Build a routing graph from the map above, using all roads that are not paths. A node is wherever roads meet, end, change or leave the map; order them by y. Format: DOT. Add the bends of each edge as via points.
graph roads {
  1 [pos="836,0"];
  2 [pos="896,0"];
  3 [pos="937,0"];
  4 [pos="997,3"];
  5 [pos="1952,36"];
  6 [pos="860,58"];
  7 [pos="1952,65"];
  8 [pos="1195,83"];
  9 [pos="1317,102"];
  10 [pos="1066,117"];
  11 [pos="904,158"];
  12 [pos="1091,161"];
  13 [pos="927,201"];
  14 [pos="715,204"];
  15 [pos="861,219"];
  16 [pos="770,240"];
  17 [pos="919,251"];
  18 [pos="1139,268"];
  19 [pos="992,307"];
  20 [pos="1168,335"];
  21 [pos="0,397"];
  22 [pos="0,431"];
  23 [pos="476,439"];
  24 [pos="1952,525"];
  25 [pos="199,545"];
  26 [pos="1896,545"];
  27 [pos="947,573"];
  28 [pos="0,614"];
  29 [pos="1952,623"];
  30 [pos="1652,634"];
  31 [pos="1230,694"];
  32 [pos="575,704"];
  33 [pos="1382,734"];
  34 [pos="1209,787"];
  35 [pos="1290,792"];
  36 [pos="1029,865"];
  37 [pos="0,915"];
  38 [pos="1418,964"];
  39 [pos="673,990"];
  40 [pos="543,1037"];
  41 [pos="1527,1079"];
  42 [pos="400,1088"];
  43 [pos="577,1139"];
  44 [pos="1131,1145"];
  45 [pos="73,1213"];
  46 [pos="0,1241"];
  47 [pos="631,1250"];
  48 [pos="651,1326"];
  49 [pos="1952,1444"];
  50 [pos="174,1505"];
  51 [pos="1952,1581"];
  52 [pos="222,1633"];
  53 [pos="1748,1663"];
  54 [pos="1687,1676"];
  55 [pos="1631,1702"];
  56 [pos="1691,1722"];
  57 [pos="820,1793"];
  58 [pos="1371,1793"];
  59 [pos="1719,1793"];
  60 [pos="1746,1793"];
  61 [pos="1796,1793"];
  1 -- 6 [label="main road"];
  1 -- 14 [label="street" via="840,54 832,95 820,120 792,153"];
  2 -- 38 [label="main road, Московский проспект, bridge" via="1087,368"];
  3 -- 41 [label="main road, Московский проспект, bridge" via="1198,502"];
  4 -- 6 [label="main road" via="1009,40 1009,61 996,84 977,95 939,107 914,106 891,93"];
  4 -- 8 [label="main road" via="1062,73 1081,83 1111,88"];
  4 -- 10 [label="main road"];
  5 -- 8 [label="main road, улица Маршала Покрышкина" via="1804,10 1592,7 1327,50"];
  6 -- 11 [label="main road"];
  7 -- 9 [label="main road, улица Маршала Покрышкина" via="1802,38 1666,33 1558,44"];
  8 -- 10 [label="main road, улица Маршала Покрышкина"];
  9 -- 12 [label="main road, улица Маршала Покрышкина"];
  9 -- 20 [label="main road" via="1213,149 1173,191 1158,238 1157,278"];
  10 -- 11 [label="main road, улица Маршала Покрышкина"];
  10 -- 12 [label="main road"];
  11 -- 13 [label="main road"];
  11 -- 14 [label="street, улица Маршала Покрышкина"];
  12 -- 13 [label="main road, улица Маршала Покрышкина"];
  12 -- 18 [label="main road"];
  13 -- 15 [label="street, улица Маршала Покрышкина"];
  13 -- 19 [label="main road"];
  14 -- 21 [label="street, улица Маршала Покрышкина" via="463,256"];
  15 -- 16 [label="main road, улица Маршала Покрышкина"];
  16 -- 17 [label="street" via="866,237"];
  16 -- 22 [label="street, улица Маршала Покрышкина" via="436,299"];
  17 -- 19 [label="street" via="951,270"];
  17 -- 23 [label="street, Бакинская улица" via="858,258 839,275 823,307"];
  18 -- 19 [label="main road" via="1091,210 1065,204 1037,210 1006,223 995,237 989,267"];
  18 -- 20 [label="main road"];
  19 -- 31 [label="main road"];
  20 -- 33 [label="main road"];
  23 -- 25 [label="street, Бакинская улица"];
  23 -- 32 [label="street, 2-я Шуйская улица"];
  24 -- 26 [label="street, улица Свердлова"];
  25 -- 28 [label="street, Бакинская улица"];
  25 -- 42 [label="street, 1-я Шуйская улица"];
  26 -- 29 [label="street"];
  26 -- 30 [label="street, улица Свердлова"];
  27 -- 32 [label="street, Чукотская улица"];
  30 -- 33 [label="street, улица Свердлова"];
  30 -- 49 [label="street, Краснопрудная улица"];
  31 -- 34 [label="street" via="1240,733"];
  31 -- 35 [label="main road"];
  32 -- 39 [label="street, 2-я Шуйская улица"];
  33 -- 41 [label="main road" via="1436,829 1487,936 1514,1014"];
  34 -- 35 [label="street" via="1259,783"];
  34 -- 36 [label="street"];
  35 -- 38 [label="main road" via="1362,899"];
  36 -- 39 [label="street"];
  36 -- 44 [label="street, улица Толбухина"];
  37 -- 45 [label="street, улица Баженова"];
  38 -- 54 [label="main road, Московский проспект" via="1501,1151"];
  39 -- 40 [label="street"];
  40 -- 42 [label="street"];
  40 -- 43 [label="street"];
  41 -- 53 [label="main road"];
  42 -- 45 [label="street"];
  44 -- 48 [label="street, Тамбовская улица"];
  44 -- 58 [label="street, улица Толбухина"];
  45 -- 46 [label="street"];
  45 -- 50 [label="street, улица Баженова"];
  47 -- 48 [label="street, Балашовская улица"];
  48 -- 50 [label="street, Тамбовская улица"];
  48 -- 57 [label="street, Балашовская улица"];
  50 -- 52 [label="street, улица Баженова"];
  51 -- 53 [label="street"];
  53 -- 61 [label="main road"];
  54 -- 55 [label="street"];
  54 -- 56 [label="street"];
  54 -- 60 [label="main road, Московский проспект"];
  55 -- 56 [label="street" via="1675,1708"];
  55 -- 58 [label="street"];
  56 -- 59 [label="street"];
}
******************************
__Aim of the task__
Give back the whole listing exactly as it reads.

__Exercise result__
Build a routing graph from the map above, using all roads that are not paths. A node is wherever roads meet, end, change or leave the map; order them by y. Format: DOT. Add the bends of each edge as via points.
graph roads {
  1 [pos="836,0"];
  2 [pos="896,0"];
  3 [pos="937,0"];
  4 [pos="997,3"];
  5 [pos="1952,36"];
  6 [pos="860,58"];
  7 [pos="1952,65"];
  8 [pos="1195,83"];
  9 [pos="1317,102"];
  10 [pos="1066,117"];
  11 [pos="904,158"];
  12 [pos="1091,161"];
  13 [pos="927,201"];
  14 [pos="715,204"];
  15 [pos="861,219"];
  16 [pos="770,240"];
  17 [pos="919,251"];
  18 [pos="1139,268"];
  19 [pos="992,307"];
  20 [pos="1168,335"];
  21 [pos="0,397"];
  22 [pos="0,431"];
  23 [pos="476,439"];
  24 [pos="1952,525"];
  25 [pos="199,545"];
  26 [pos="1896,545"];
  27 [pos="947,573"];
  28 [pos="0,614"];
  29 [pos="1952,623"];
  30 [pos="1652,634"];
  31 [pos="1230,694"];
  32 [pos="575,704"];
  33 [pos="1382,734"];
  34 [pos="1209,787"];
  35 [pos="1290,792"];
  36 [pos="1029,865"];
  37 [pos="0,915"];
  38 [pos="1418,964"];
  39 [pos="673,990"];
  40 [pos="543,1037"];
  41 [pos="1527,1079"];
  42 [pos="400,1088"];
  43 [pos="577,1139"];
  44 [pos="1131,1145"];
  45 [pos="73,1213"];
  46 [pos="0,1241"];
  47 [pos="631,1250"];
  48 [pos="651,1326"];
  49 [pos="1952,1444"];
  50 [pos="174,1505"];
  51 [pos="1952,1581"];
  52 [pos="222,1633"];
  53 [pos="1748,1663"];
  54 [pos="1687,1676"];
  55 [pos="1631,1702"];
  56 [pos="1691,1722"];
  57 [pos="820,1793"];
  58 [pos="1371,1793"];
  59 [pos="1719,1793"];
  60 [pos="1746,1793"];
  61 [pos="1796,1793"];
  1 -- 6 [label="main road"];
  1 -- 14 [label="street" via="840,54 832,95 820,120 792,153"];
  2 -- 38 [label="main road, Московский проспект, bridge" via="1087,368"];
  3 -- 41 [label="main road, Московский проспект, bridge" via="1198,502"];
  4 -- 6 [label="main road" via="1009,40 1009,61 996,84 977,95 939,107 914,106 891,93"];
  4 -- 8 [label="main road" via="1062,73 1081,83 1111,88"];
  4 -- 10 [label="main road"];
  5 -- 8 [label="main road, улица Маршала Покрышкина" via="1804,10 1592,7 1327,50"];
  6 -- 11 [label="main road"];
  7 -- 9 [label="main road, улица Маршала Покрышкина" via="1802,38 1666,33 1558,44"];
  8 -- 10 [label="main road, улица Маршала Покрышкина"];
  9 -- 12 [label="main road, улица Маршала Покрышкина"];
  9 -- 20 [label="main road" via="1213,149 1173,191 1158,238 1157,278"];
  10 -- 11 [label="main road, улица Маршала Покрышкина"];
  10 -- 12 [label="main road"];
  11 -- 13 [label="main road"];
  11 -- 14 [label="street, улица Маршала Покрышкина"];
  12 -- 13 [label="main road, улица Маршала Покрышкина"];
  12 -- 18 [label="main road"];
  13 -- 15 [label="street, улица Маршала Покрышкина"];
  13 -- 19 [label="main road"];
  14 -- 21 [label="street, улица Маршала Покрышкина" via="463,256"];
  15 -- 16 [label="main road, улица Маршала Покрышкина"];
  16 -- 17 [label="street" via="866,237"];
  16 -- 22 [label="street, улица Маршала Покрышкина" via="436,299"];
  17 -- 19 [label="street" via="951,270"];
  17 -- 23 [label="street, Бакинская улица" via="858,258 839,275 823,307"];
  18 -- 19 [label="main road" via="1091,210 1065,204 1037,210 1006,223 995,237 989,267"];
  18 -- 20 [label="main road"];
  19 -- 31 [label="main road"];
  20 -- 33 [label="main road"];
  23 -- 25 [label="street, Бакинская улица"];
  23 -- 32 [label="street, 2-я Шуйская улица"];
  24 -- 26 [label="street, улица Свердлова"];
  25 -- 28 [label="street, Бакинская улица"];
  25 -- 42 [label="street, 1-я Шуйская улица"];
  26 -- 29 [label="street"];
  26 -- 30 [label="street, улица Свердлова"];
  27 -- 32 [label="street, Чукотская улица"];
  30 -- 33 [label="street, улица Свердлова"];
  30 -- 49 [label="street, Краснопрудная улица"];
  31 -- 34 [label="street" via="1240,733"];
  31 -- 35 [label="main road"];
  32 -- 39 [label="street, 2-я Шуйская улица"];
  33 -- 41 [label="main road" via="1436,829 1487,936 1514,1014"];
  34 -- 35 [label="street" via="1259,783"];
  34 -- 36 [label="street"];
  35 -- 38 [label="main road" via="1362,899"];
  36 -- 39 [label="street"];
  36 -- 44 [label="street, улица Толбухина"];
  37 -- 45 [label="street, улица Баженова"];
  38 -- 54 [label="main road, Московский проспект" via="1501,1151"];
  39 -- 40 [label="street"];
  40 -- 42 [label="street"];
  40 -- 43 [label="street"];
  41 -- 53 [label="main road"];
  42 -- 45 [label="street"];
  44 -- 48 [label="street, Тамбовская улица"];
  44 -- 58 [label="street, улица Толбухина"];
  45 -- 46 [label="street"];
  45 -- 50 [label="street, улица Баженова"];
  47 -- 48 [label="street, Балашовская улица"];
  48 -- 50 [label="street, Тамбовская улица"];
  48 -- 57 [label="street, Балашовская улица"];
  50 -- 52 [label="street, улица Баженова"];
  51 -- 53 [label="street"];
  53 -- 61 [label="main road"];
  54 -- 55 [label="street"];
  54 -- 56 [label="street"];
  54 -- 60 [label="main road, Московский проспект"];
  55 -- 56 [label="street" via="1675,1708"];
  55 -- 58 [label="street"];
  56 -- 59 [label="street"];
}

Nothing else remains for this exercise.